Assessment of astrocytic Ca²⁺ signaling

A custom-made two-photon microscope [40] equipped with a Zeiss 40x/1.00 NA 2.5 mm WD objective lens and a Chameleon Ultra Ti:Sapph laser (coherent) was used for imaging. Time series used a field size of 200–290 μm² at 1 Hz (512 pixels²).

After the 45-min recovery, slices used for Ca²⁺ imaging were incubated for 45 min at 34 °C with the synthetic indicator rhodamine-2 acetoxymethyl ester (Rhod-2/AM, 15 μM, Biotium) in 0.2% DMSO; 0.006% pluronic acid; and 0.0002% Cremophore EL [39]. Astrocytes were identified by brighter fluorescence than neurons and the presence of endfeet apposed to the vasculature.
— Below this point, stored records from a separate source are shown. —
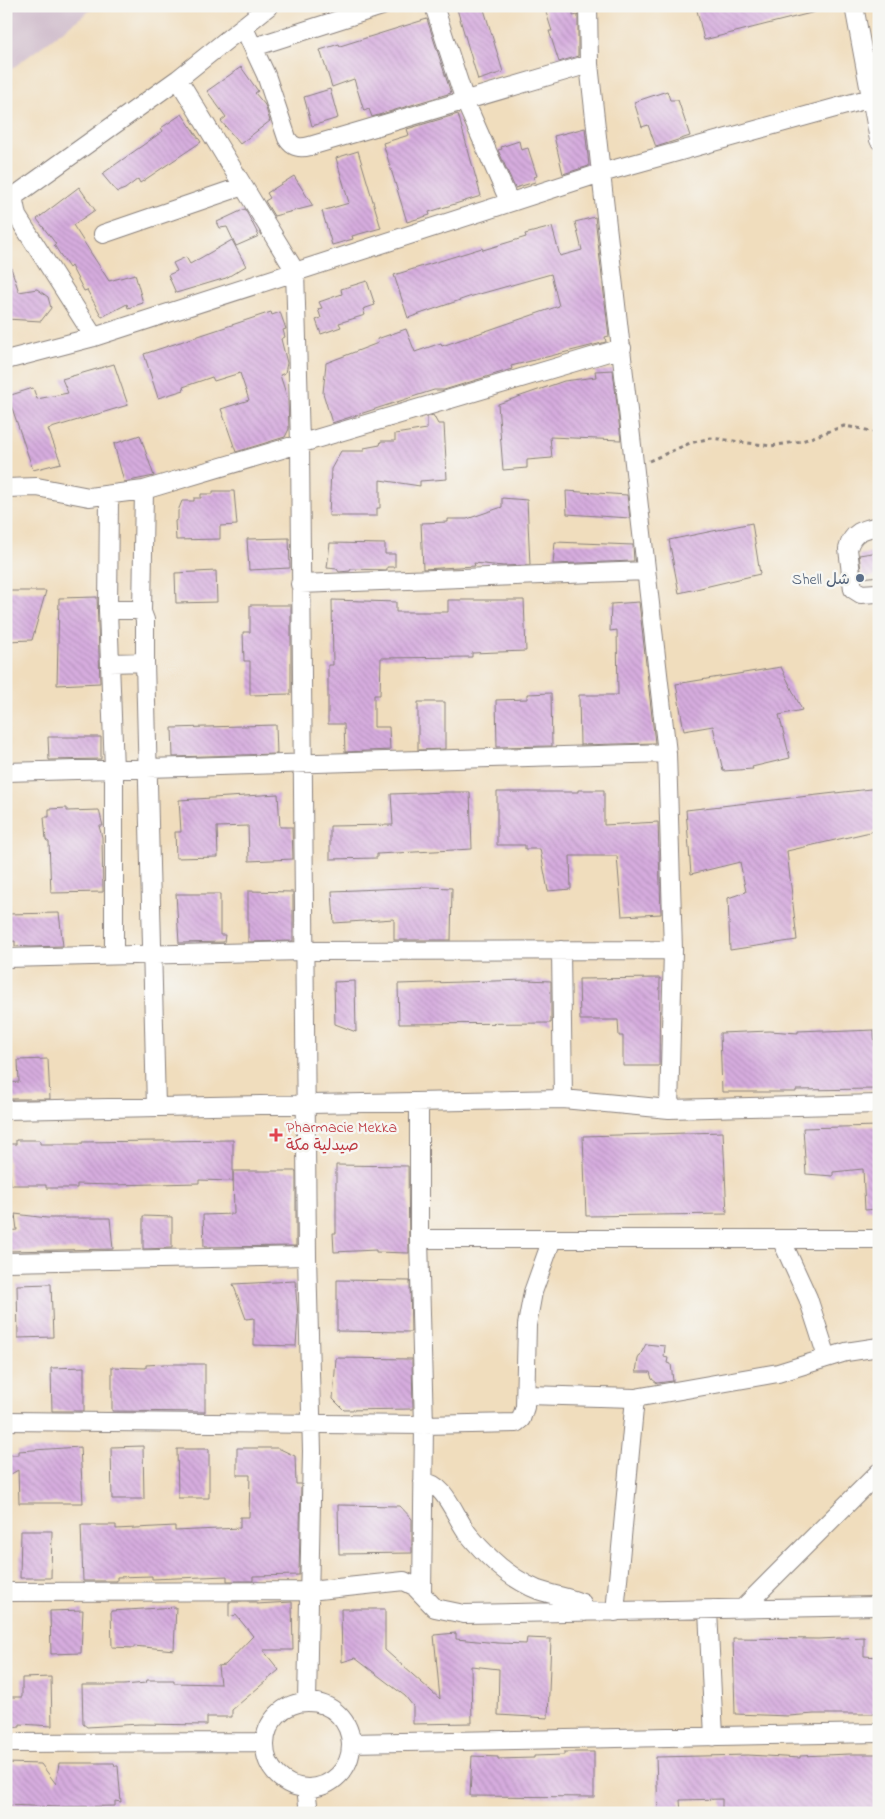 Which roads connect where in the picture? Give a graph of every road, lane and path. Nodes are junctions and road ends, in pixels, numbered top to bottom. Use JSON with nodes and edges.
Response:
{"nodes":[{"id":1,"x":270,"y":6,"type":"edge"},
{"id":2,"x":382,"y":6,"type":"edge"},
{"id":3,"x":434,"y":6,"type":"edge"},
{"id":4,"x":588,"y":6,"type":"edge"},
{"id":5,"x":854,"y":6,"type":"edge"},
{"id":6,"x":243,"y":26,"type":"junction"},
{"id":7,"x":254,"y":46,"type":"junction"},
{"id":8,"x":589,"y":64,"type":"junction"},
{"id":9,"x":178,"y":79,"type":"junction"},
{"id":10,"x":872,"y":98,"type":"junction"},
{"id":11,"x":465,"y":101,"type":"junction"},
{"id":12,"x":879,"y":140,"type":"edge"},
{"id":13,"x":601,"y":173,"type":"junction"},
{"id":14,"x":243,"y":186,"type":"junction"},
{"id":15,"x":509,"y":201,"type":"junction"},
{"id":16,"x":103,"y":234,"type":"dead end"},
{"id":17,"x":295,"y":271,"type":"junction"},
{"id":18,"x":94,"y":337,"type":"junction"},
{"id":19,"x":622,"y":348,"type":"junction"},
{"id":20,"x":6,"y":360,"type":"edge"},
{"id":21,"x":879,"y":434,"type":"edge"},
{"id":22,"x":300,"y":442,"type":"junction"},
{"id":23,"x":633,"y":464,"type":"junction"},
{"id":24,"x":6,"y":488,"type":"edge"},
{"id":25,"x":144,"y":490,"type":"junction"},
{"id":26,"x":109,"y":496,"type":"junction"},
{"id":27,"x":879,"y":526,"type":"edge"},
{"id":28,"x":646,"y":571,"type":"junction"},
{"id":29,"x":300,"y":584,"type":"junction"},
{"id":30,"x":877,"y":592,"type":"dead end"},
{"id":31,"x":108,"y":610,"type":"junction"},
{"id":32,"x":142,"y":612,"type":"junction"},
{"id":33,"x":145,"y":662,"type":"junction"},
{"id":34,"x":110,"y":664,"type":"junction"},
{"id":35,"x":667,"y":753,"type":"junction"},
{"id":36,"x":301,"y":762,"type":"junction"},
{"id":37,"x":149,"y":768,"type":"junction"},
{"id":38,"x":114,"y":769,"type":"junction"},
{"id":39,"x":6,"y":772,"type":"edge"},
{"id":40,"x":561,"y":950,"type":"junction"},
{"id":41,"x":673,"y":950,"type":"junction"},
{"id":42,"x":304,"y":951,"type":"junction"},
{"id":43,"x":153,"y":954,"type":"junction"},
{"id":44,"x":114,"y":955,"type":"junction"},
{"id":45,"x":6,"y":958,"type":"edge"},
{"id":46,"x":563,"y":1100,"type":"junction"},
{"id":47,"x":419,"y":1102,"type":"junction"},
{"id":48,"x":307,"y":1104,"type":"junction"},
{"id":49,"x":879,"y":1104,"type":"edge"},
{"id":50,"x":156,"y":1107,"type":"junction"},
{"id":51,"x":669,"y":1109,"type":"junction"},
{"id":52,"x":6,"y":1110,"type":"edge"},
{"id":53,"x":419,"y":1239,"type":"junction"},
{"id":54,"x":552,"y":1239,"type":"junction"},
{"id":55,"x":781,"y":1239,"type":"junction"},
{"id":56,"x":879,"y":1239,"type":"edge"},
{"id":57,"x":307,"y":1256,"type":"junction"},
{"id":58,"x":6,"y":1262,"type":"edge"},
{"id":59,"x":879,"y":1347,"type":"edge"},
{"id":60,"x":827,"y":1357,"type":"junction"},
{"id":61,"x":527,"y":1395,"type":"junction"},
{"id":62,"x":635,"y":1398,"type":"junction"},
{"id":63,"x":6,"y":1421,"type":"edge"},
{"id":64,"x":312,"y":1424,"type":"junction"},
{"id":65,"x":424,"y":1425,"type":"junction"},
{"id":66,"x":879,"y":1472,"type":"edge"},
{"id":67,"x":423,"y":1482,"type":"junction"},
{"id":68,"x":309,"y":1591,"type":"junction"},
{"id":69,"x":6,"y":1592,"type":"edge"},
{"id":70,"x":422,"y":1594,"type":"junction"},
{"id":71,"x":879,"y":1606,"type":"edge"},
{"id":72,"x":744,"y":1607,"type":"junction"},
{"id":73,"x":708,"y":1610,"type":"junction"},
{"id":74,"x":585,"y":1612,"type":"junction"},
{"id":75,"x":615,"y":1612,"type":"junction"},
{"id":76,"x":306,"y":1702,"type":"junction"},
{"id":77,"x":879,"y":1733,"type":"edge"},
{"id":78,"x":714,"y":1737,"type":"junction"},
{"id":79,"x":265,"y":1742,"type":"junction"},
{"id":80,"x":6,"y":1743,"type":"edge"},
{"id":81,"x":351,"y":1744,"type":"junction"},
{"id":82,"x":306,"y":1788,"type":"junction"},
{"id":83,"x":309,"y":1813,"type":"edge"}],
"edges":[{"from":1,"to":6,"type":"street"},
{"from":2,"to":7,"type":"street"},
{"from":3,"to":11,"type":"street"},
{"from":4,"to":8,"type":"street"},
{"from":5,"to":10,"type":"street"},
{"from":6,"to":7,"type":"street"},
{"from":6,"to":9,"type":"street"},
{"from":7,"to":11,"type":"street"},
{"from":8,"to":11,"type":"street"},
{"from":8,"to":13,"type":"street"},
{"from":9,"to":14,"type":"street"},
{"from":9,"to":18,"type":"street"},
{"from":10,"to":12,"type":"street"},
{"from":10,"to":13,"type":"street"},
{"from":11,"to":15,"type":"street"},
{"from":13,"to":15,"type":"street"},
{"from":13,"to":19,"type":"street"},
{"from":14,"to":16,"type":"street"},
{"from":14,"to":17,"type":"street"},
{"from":15,"to":17,"type":"street"},
{"from":17,"to":18,"type":"street"},
{"from":17,"to":22,"type":"street"},
{"from":18,"to":20,"type":"street"},
{"from":19,"to":22,"type":"street"},
{"from":19,"to":23,"type":"street"},
{"from":21,"to":23,"type":"path"},
{"from":22,"to":25,"type":"street"},
{"from":22,"to":29,"type":"street"},
{"from":23,"to":28,"type":"street"},
{"from":24,"to":26,"type":"street"},
{"from":25,"to":26,"type":"street"},
{"from":25,"to":32,"type":"street"},
{"from":26,"to":31,"type":"street"},
{"from":27,"to":30,"type":"street"},
{"from":28,"to":29,"type":"street"},
{"from":28,"to":35,"type":"street"},
{"from":29,"to":36,"type":"street"},
{"from":31,"to":32,"type":"street"},
{"from":31,"to":34,"type":"street"},
{"from":32,"to":33,"type":"street"},
{"from":33,"to":34,"type":"street"},
{"from":33,"to":37,"type":"street"},
{"from":34,"to":38,"type":"street"},
{"from":35,"to":36,"type":"street"},
{"from":35,"to":41,"type":"street"},
{"from":36,"to":37,"type":"street"},
{"from":36,"to":42,"type":"street"},
{"from":37,"to":38,"type":"street"},
{"from":37,"to":43,"type":"street"},
{"from":38,"to":39,"type":"street"},
{"from":38,"to":44,"type":"street"},
{"from":40,"to":41,"type":"street"},
{"from":40,"to":42,"type":"street"},
{"from":40,"to":46,"type":"street"},
{"from":41,"to":51,"type":"street"},
{"from":42,"to":43,"type":"street"},
{"from":42,"to":48,"type":"street"},
{"from":43,"to":44,"type":"street"},
{"from":43,"to":50,"type":"street"},
{"from":44,"to":45,"type":"street"},
{"from":46,"to":47,"type":"street"},
{"from":46,"to":51,"type":"street"},
{"from":47,"to":48,"type":"street"},
{"from":47,"to":53,"type":"street"},
{"from":48,"to":50,"type":"street"},
{"from":48,"to":57,"type":"street"},
{"from":49,"to":51,"type":"street"},
{"from":50,"to":52,"type":"street"},
{"from":53,"to":54,"type":"street"},
{"from":53,"to":65,"type":"street"},
{"from":54,"to":55,"type":"street"},
{"from":54,"to":61,"type":"street"},
{"from":55,"to":56,"type":"street"},
{"from":55,"to":60,"type":"street"},
{"from":57,"to":58,"type":"street"},
{"from":57,"to":64,"type":"street"},
{"from":59,"to":60,"type":"street"},
{"from":60,"to":62,"type":"street"},
{"from":61,"to":62,"type":"street"},
{"from":61,"to":65,"type":"street"},
{"from":62,"to":75,"type":"street"},
{"from":63,"to":64,"type":"street"},
{"from":64,"to":65,"type":"street"},
{"from":64,"to":68,"type":"street"},
{"from":65,"to":67,"type":"street"},
{"from":66,"to":72,"type":"street"},
{"from":67,"to":70,"type":"street"},
{"from":67,"to":74,"type":"street"},
{"from":68,"to":69,"type":"street"},
{"from":68,"to":70,"type":"street"},
{"from":68,"to":76,"type":"street"},
{"from":70,"to":74,"type":"street"},
{"from":71,"to":72,"type":"street"},
{"from":72,"to":73,"type":"street"},
{"from":73,"to":75,"type":"street"},
{"from":73,"to":78,"type":"street"},
{"from":74,"to":75,"type":"street"},
{"from":76,"to":79,"type":"street"},
{"from":76,"to":81,"type":"street"},
{"from":77,"to":78,"type":"street"},
{"from":78,"to":81,"type":"street"},
{"from":79,"to":80,"type":"street"},
{"from":79,"to":82,"type":"street"},
{"from":81,"to":82,"type":"street"},
{"from":82,"to":83,"type":"street"}]}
Ca²⁺ signals from neuropil, astrocyte somata, and endfeet were outlined and analyzed using ImageJ (NIH) and Prism software (GraphPad Inc.) as ΔF/F = ((F₁–F₀)/F₀) × 100-100 [39].

Electrical brain slice stimulation and pharmacology

Cortical afferent stimulation was implemented by a Grass S88X stimulator, voltage-isolation unit, and a concentric bipolar electrode (FHC) positioned 200-μm lateral from the imaging area in layer 2/3 of the neocortex [38]. To elicit a Ca²⁺ transient in all astrocyte compartments, the tissue was stimulated with a long-term potentiation (LTP) protocol of theta burst pattern (100-Hz trains of 1 ms pulses for 50 ms, repeated at 4 Hz) for 30 s [38, 41–43]. Stimulation intensity was chosen by adding 0.1 V to the lowest stimulus intensity that elicited endfoot Ca²⁺ elevation at a shorter and lower frequency (5 s, 20 Hz) stimulation. Phenylephrine hydrochloride (10 μM, Tocris Biosciences) was topically superfused for 20 min while astrocytes were imaged 40-μm deep from the slice surface, in layers 1 and 2/3 of the neocortex.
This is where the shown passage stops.